I'm quite certain that Intel would never try using Netburst for a many-core processor. At the very least it's a descendant of the Core architecture, though it may not use the exact same architecture as any of Intel's desktop CPUs at all.

I think he meant that they were using P5 cores in the chip.
 
Pentium? Pentium was never actually a name for an architecture like Sandy Bridge, it was the marketing label. Pentium III was technically the P6 architecture; Pentium 4 was technically the Netburst architecture. The last architecture to be marketed mainly as Pentium was Netburst, and it was a dead end for Intel moving forward. Since the release of the Core architecture (marketed as Core 2 Duo/Quad), any processor named Pentium has been a watered down version of the current architecture (Nehalem, Westmere, Sandy Bridge).

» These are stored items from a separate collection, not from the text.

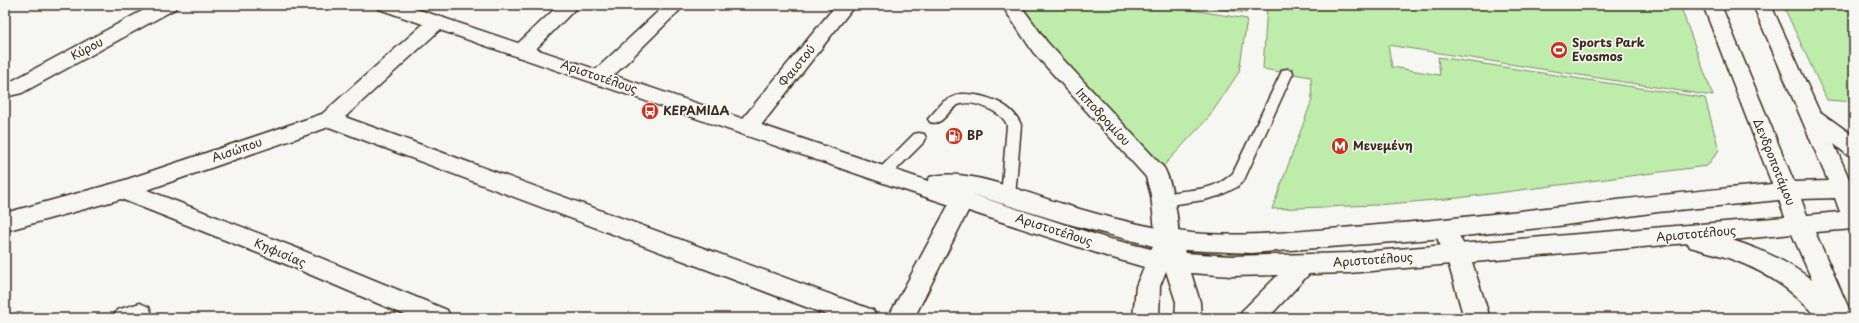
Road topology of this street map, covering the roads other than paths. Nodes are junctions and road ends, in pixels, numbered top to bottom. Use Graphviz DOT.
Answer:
graph roads {
  1 [pos="168,5"];
  2 [pos="570,5"];
  3 [pos="676,5"];
  4 [pos="846,5"];
  5 [pos="1014,5"];
  6 [pos="1712,5"];
  7 [pos="1762,5"];
  8 [pos="398,7"];
  9 [pos="437,22"];
  10 [pos="522,51"];
  11 [pos="1286,73"];
  12 [pos="599,78"];
  13 [pos="5,90"];
  14 [pos="1810,113"];
  15 [pos="329,119"];
  16 [pos="935,119"];
  17 [pos="747,128"];
  18 [pos="919,138"];
  19 [pos="1854,148"];
  20 [pos="893,177"];
  21 [pos="1848,188"];
  22 [pos="122,190"];
  23 [pos="1786,191"];
  24 [pos="1008,197"];
  25 [pos="963,199"];
  26 [pos="1163,200"];
  27 [pos="1854,218"];
  28 [pos="5,222"];
  29 [pos="1800,226"];
  30 [pos="1445,229"];
  31 [pos="1661,237"];
  32 [pos="1168,239"];
  33 [pos="1458,253"];
  34 [pos="1167,262"];
  35 [pos="1302,265"];
  36 [pos="438,318"];
  37 [pos="864,318"];
  38 [pos="901,318"];
  39 [pos="1146,318"];
  40 [pos="1188,318"];
  41 [pos="1252,318"];
  42 [pos="1477,318"];
  43 [pos="1832,318"];
  44 [pos="1840,318"];
  1 -- 13 [label="main road, Κύρου"];
  2 -- 10 [label="main road"];
  3 -- 12 [label="main road"];
  4 -- 17 [label="main road, Φαιστού"];
  5 -- 26 [label="main road, Ιπποδρομίου"];
  6 -- 23 [label="main road, Δενδροποτάμου"];
  7 -- 14 [label="main road"];
  8 -- 9 [label="main road, Αριστοτέλους"];
  9 -- 10 [label="main road, Αριστοτέλους"];
  9 -- 15 [label="main road, Αισώπου"];
  10 -- 12 [label="main road, Αριστοτέλους"];
  11 -- 26 [label="lane"];
  12 -- 17 [label="main road, Αριστοτέλους"];
  14 -- 19 [label="main road"];
  14 -- 21 [label="main road"];
  15 -- 22 [label="main road, Αισώπου"];
  15 -- 37 [label="main road"];
  16 -- 24 [label="lane"];
  17 -- 20 [label="main road, Αριστοτέλους"];
  18 -- 20 [label="lane"];
  20 -- 24 [label="main road, Αριστοτέλους"];
  20 -- 25 [label="main road, Αριστοτέλους"];
  21 -- 23 [label="main road, Αριστοτέλους"];
  21 -- 27 [label="main road"];
  22 -- 28 [label="main road, Αισώπου"];
  22 -- 36 [label="main road, Κηφισίας"];
  23 -- 29 [label="main road, Δενδροποτάμου"];
  23 -- 30 [label="main road, Αριστοτέλους"];
  24 -- 32 [label="main road, Αριστοτέλους"];
  25 -- 34 [label="main road, Αριστοτέλους"];
  25 -- 38 [label="main road"];
  26 -- 32 [label="main road, Ιπποδρομίου"];
  27 -- 29 [label="main road, Αριστοτέλους"];
  29 -- 31 [label="main road, Αριστοτέλους"];
  29 -- 44 [label="main road, Δενδροποτάμου"];
  30 -- 32 [label="main road, Αριστοτέλους"];
  30 -- 33 [label="main road"];
  31 -- 33 [label="main road, Αριστοτέλους"];
  31 -- 43 [label="main road"];
  32 -- 34 [label="main road"];
  33 -- 35 [label="main road, Αριστοτέλους"];
  33 -- 42 [label="main road"];
  34 -- 35 [label="main road, Αριστοτέλους"];
  34 -- 39 [label="main road"];
  34 -- 40 [label="main road"];
  35 -- 41 [label="main road"];
}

I'm quite certain that Intel would never try using Netburst for a many-core processor. At the very least it's a descendant of the Core architecture, though it may not use the exact same architecture as any of Intel's desktop CPUs at all.

P6 started with the Pentium 2 and Pentium Pro line. I believe, and may be wrong, but the MIC, is using a modified P5 core.
 
No, they didn't lie, they already have these multi and many core chips developed in the labs.

They just try and milk and bilk the consumer market which is why you and I won't be able to purchase such chips until 2020 at the earliest.

if they had a viable product they would.

They exist, but they are not actually superior to existing designs and as such are not on sale.